The 14-party alliance, which was led by Sheikh Hasina during former prime minister Khaleda Zia's five-year rule, continued their indefinite strike at many locations around the country after the interim government failed to meet its demands by a Sunday evening deadline.

Bangladeshi President Iajuddin Ahmed sent three advisers to meet Aziz on yesterday, private TV station ATN Bangla reported.

"We will report the outcome of the meeting first to the president before making it public," Information Adviser Mahbubul Alam told reporters after the meeting at Aziz's office.

Alam said that the caretaker government "is doing its best to resolve the crisis."

Yesterday's clashes occurred between the supporters of Hasina and her rival, former prime minister Khaleda Zia, in two districts outside Dhaka, Bangla Vision TV reported.

At least 15 people were injured in Natore, a town 160km northwest of Dhaka, the Bangla Vision said.

In Narayanganj, a town near Dhaka, protesters smashed dozens of vehicles operating in defiance of the strike, the report said.

Hasina's alliance enforced a nationwide indefinite strike across the country to force electoral reforms and the resignation of top election officials they say are biased toward Zia's four-party coalition.

Streets in Dhaka were empty of most traffic and schools and retail stores shut down.
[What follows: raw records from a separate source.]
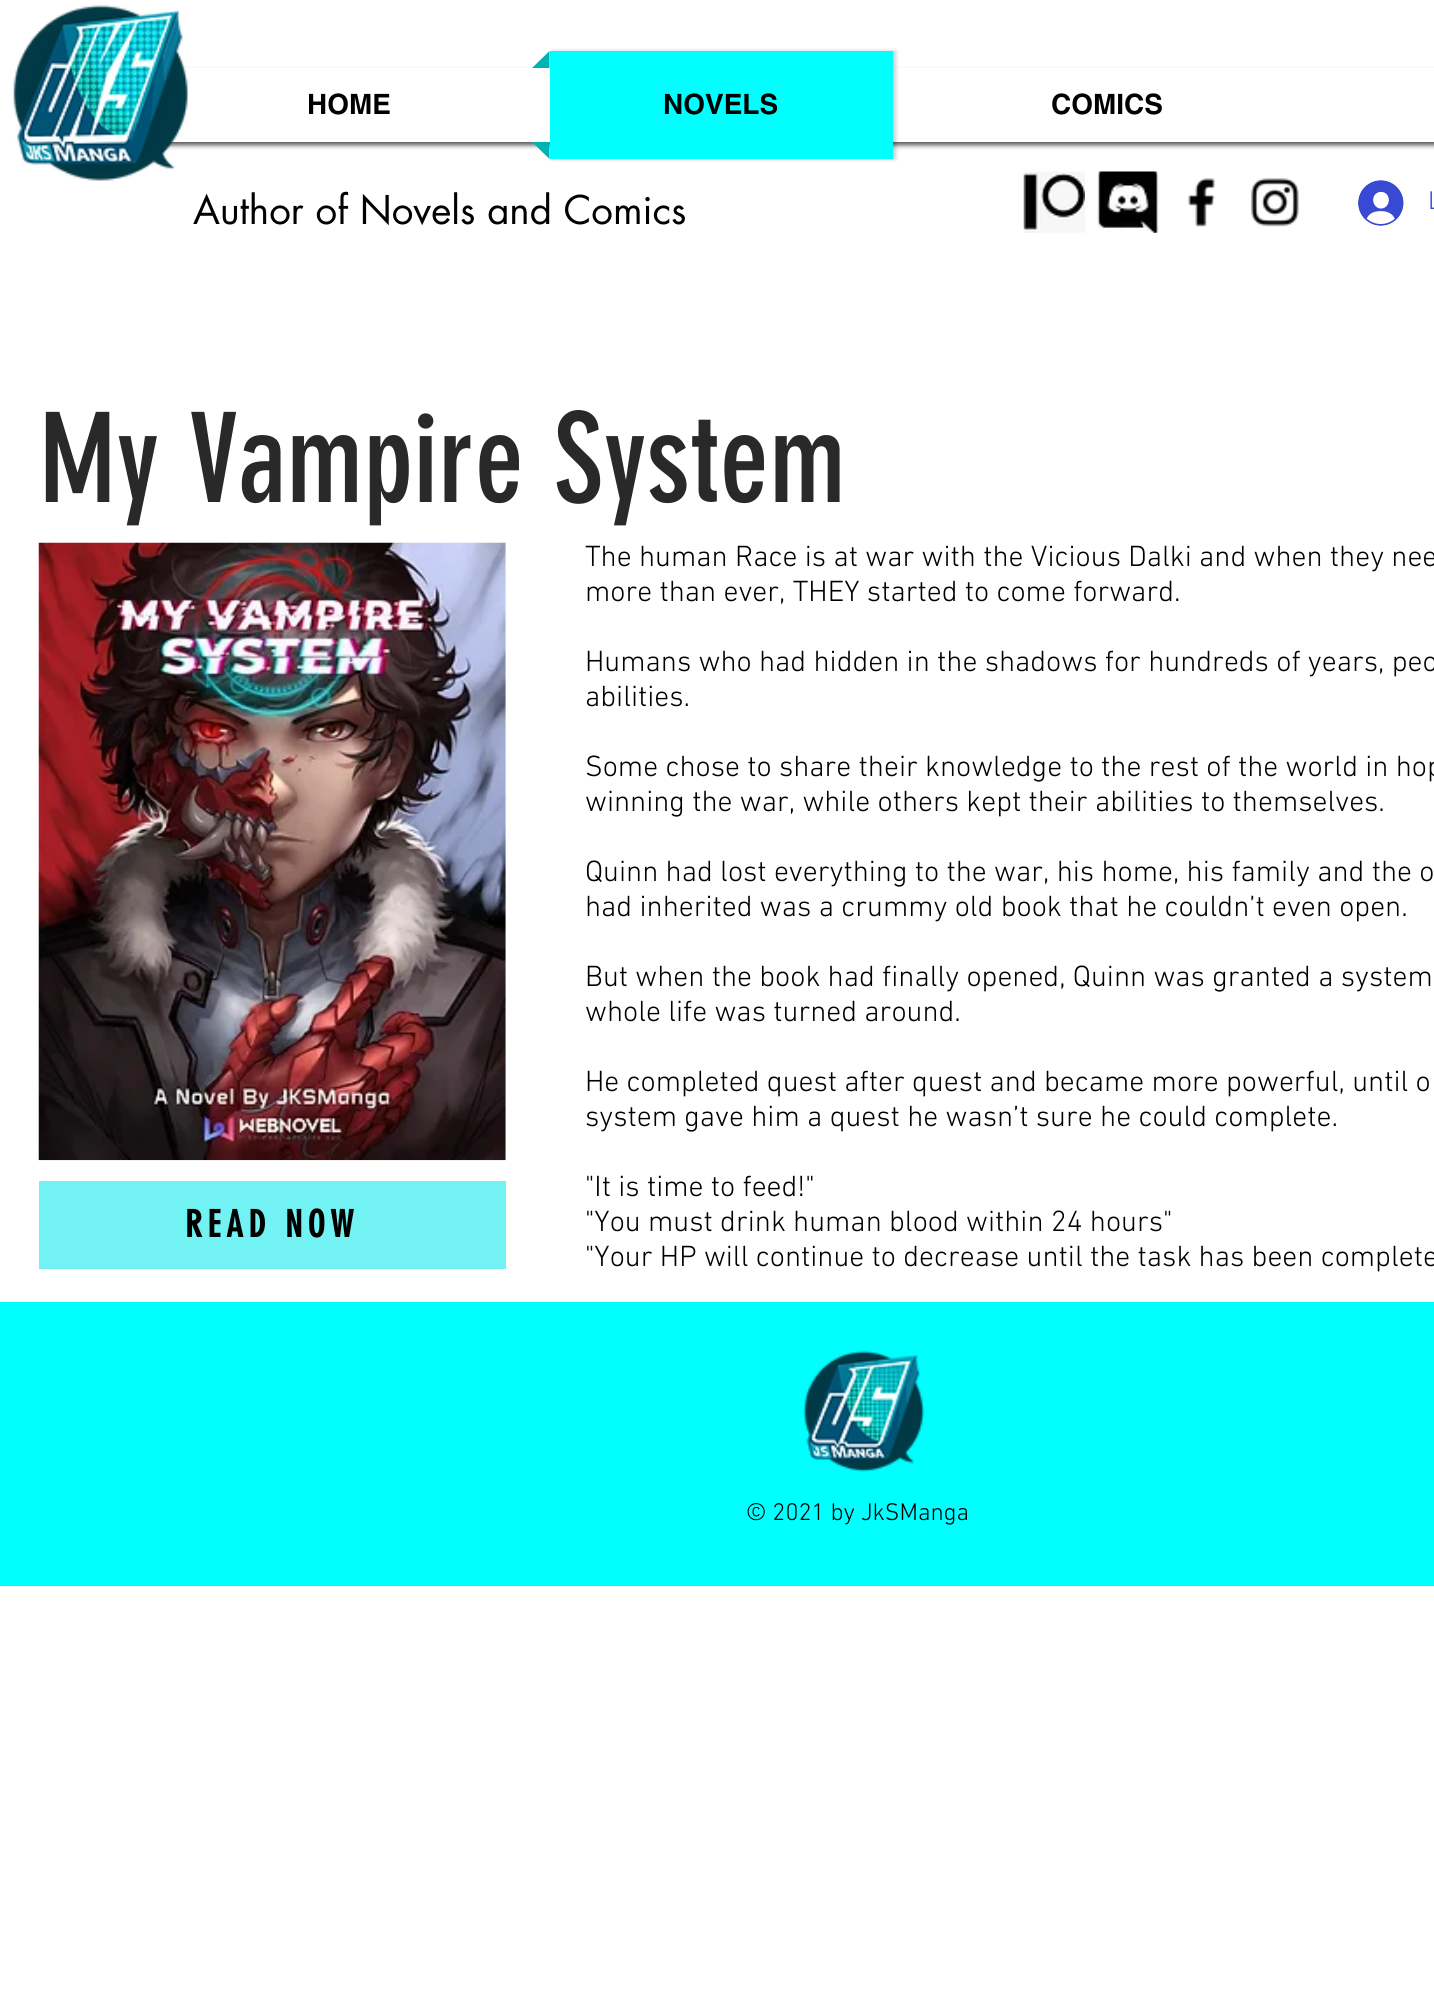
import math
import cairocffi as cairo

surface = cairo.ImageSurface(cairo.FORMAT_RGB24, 1434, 1989)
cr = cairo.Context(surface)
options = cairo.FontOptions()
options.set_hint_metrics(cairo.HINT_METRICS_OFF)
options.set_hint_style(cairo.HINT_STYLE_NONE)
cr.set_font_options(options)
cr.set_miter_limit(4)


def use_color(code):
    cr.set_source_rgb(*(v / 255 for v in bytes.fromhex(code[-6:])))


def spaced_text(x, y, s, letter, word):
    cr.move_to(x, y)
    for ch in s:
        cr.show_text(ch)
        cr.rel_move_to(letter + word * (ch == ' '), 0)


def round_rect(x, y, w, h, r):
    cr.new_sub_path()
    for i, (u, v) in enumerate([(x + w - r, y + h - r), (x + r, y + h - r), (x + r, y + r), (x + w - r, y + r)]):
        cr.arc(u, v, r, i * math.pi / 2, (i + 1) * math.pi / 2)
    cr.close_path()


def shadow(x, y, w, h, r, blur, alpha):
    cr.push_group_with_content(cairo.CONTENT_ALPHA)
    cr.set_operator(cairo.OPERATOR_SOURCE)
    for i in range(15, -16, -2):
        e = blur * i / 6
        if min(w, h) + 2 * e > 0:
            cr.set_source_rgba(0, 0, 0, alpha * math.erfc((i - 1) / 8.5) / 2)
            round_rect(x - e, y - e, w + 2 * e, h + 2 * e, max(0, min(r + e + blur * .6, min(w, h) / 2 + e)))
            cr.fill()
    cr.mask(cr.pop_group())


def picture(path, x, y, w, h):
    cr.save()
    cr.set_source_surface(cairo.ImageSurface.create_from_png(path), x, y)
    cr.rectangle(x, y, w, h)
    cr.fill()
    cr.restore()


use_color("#ffffff")
cr.paint()
use_color("#000000")
shadow(166, 72, 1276, 73, 0, 2.5, 0.7)
use_color("#ffffff")
cr.rectangle(167, 68, 1267, 74)
cr.fill()
picture("img1.png", 13, 5, 176, 176)
cr.select_font_face("helvetica", cairo.FONT_SLANT_NORMAL, cairo.FONT_WEIGHT_BOLD)
cr.set_font_size(28)
use_color("#000000")
cr.move_to(307, 114)
cr.show_text("HOME")
use_color("#000000")
shadow(553, 51, 343, 108, 0, 2, 0.2)
use_color("#00b3b3")
cr.new_path()
cr.move_to(549.5, 68)
cr.line_to(532, 68)
cr.line_to(549.5, 51)
cr.close_path()
cr.fill()
use_color("#00ffff")
cr.rectangle(550, 51, 343, 108)
cr.fill()
use_color("#00b3b3")
cr.new_path()
cr.move_to(532, 142)
cr.line_to(549.5, 142)
cr.line_to(549.5, 159)
cr.close_path()
cr.fill()
use_color("#000000")
cr.move_to(663, 114)
cr.show_text("NOVELS")
cr.move_to(1051, 114)
cr.show_text("COMICS")
cr.select_font_face("futura")
cr.set_font_size(38.5)
cr.move_to(193, 224)
cr.show_text("Author of Novels and Comics")
picture("img2.png", 1023, 171, 62, 62)
picture("img3.png", 1097, 171, 62, 62)
picture("img4.png", 1188, 178, 27, 49)
picture("img5.png", 1250, 178, 49, 49)
picture("img6.png", 1358, 180, 46, 46)
cr.select_font_face("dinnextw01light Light")
cr.set_font_size(26)
use_color("#384ad3")
cr.move_to(1428, 209)
cr.show_text("L")
cr.select_font_face("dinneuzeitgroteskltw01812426")
cr.set_font_size(122.5)
use_color("#292929")
cr.move_to(39, 502)
cr.show_text("My Vampire System")
picture("img7.png", 38, 542, 468, 619)
cr.select_font_face("dinnextw01light Light")
cr.set_font_size(29.75)
use_color("#000000")
cr.move_to(585, 566)
cr.show_text("The human Race is at war with the Vicious Dalki and when they nee")
cr.move_to(585, 601)
cr.show_text("more than ever, THEY started to come forward.")
cr.move_to(585, 671)
cr.show_text("Humans who had hidden in the shadows for hundreds of years, peo")
cr.move_to(585, 706)
cr.show_text("abilities.")
cr.move_to(585, 776)
cr.show_text("Some chose to share their knowledge to the rest of the world in hop")
cr.move_to(585, 811)
cr.show_text("winning the war, while others kept their abilities to themselves.")
cr.move_to(585, 881)
cr.show_text("Quinn had lost everything to the war, his home, his family and the o")
cr.move_to(585, 916)
cr.show_text("had inherited was a crummy old book that he couldn’t even open.")
cr.move_to(585, 986)
cr.show_text("But when the book had finally opened, Quinn was granted a system")
cr.move_to(585, 1021)
cr.show_text("whole life was turned around.")
cr.move_to(585, 1091)
cr.show_text("He completed quest after quest and became more powerful, until o")
cr.move_to(585, 1126)
cr.show_text("system gave him a quest he wasn’t sure he could complete.")
cr.move_to(585, 1196)
cr.show_text("\"It is time to feed!\"")
cr.move_to(585, 1231)
cr.show_text("\"You must drink human blood within 24 hours\"")
cr.move_to(585, 1266)
cr.show_text("\"Your HP will continue to decrease until the task has been complete")
use_color("#72f2f2")
cr.rectangle(39, 1181, 467, 88)
cr.fill()
cr.select_font_face("dinneuzeitgroteskltw01812426", cairo.FONT_SLANT_NORMAL, cairo.FONT_WEIGHT_BOLD)
cr.set_font_size(36.75)
use_color("#000000")
spaced_text(185, 1237, "READ NOW", 5.5, 0)
use_color("#00ffff")
cr.rectangle(0, 1302, 1434, 284)
cr.fill()
picture("img8.png", 803, 1350, 122, 122)
cr.select_font_face("dinnextw01light Light")
cr.set_font_size(24.5)
use_color("#000000")
cr.move_to(746, 1520)
cr.show_text("© 2021 by JkSManga")
surface.write_to_png("result.png")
Commuters relied on tricycle rickshaws, which protest organizers allowed to operate.

More than 15,000 security personnel were deployed to keep order in the capital, but no violence was reported.

Security was stepped up in other cities and towns where protesters were expected to gather.

Violent protests last week paralyzed the country's roads, rails and main port and left two dead.

Yesterday's protest was started after a last-minute meeting between Hasina and Ahmed, the leader of the interim government, failed to resolve their political impasse.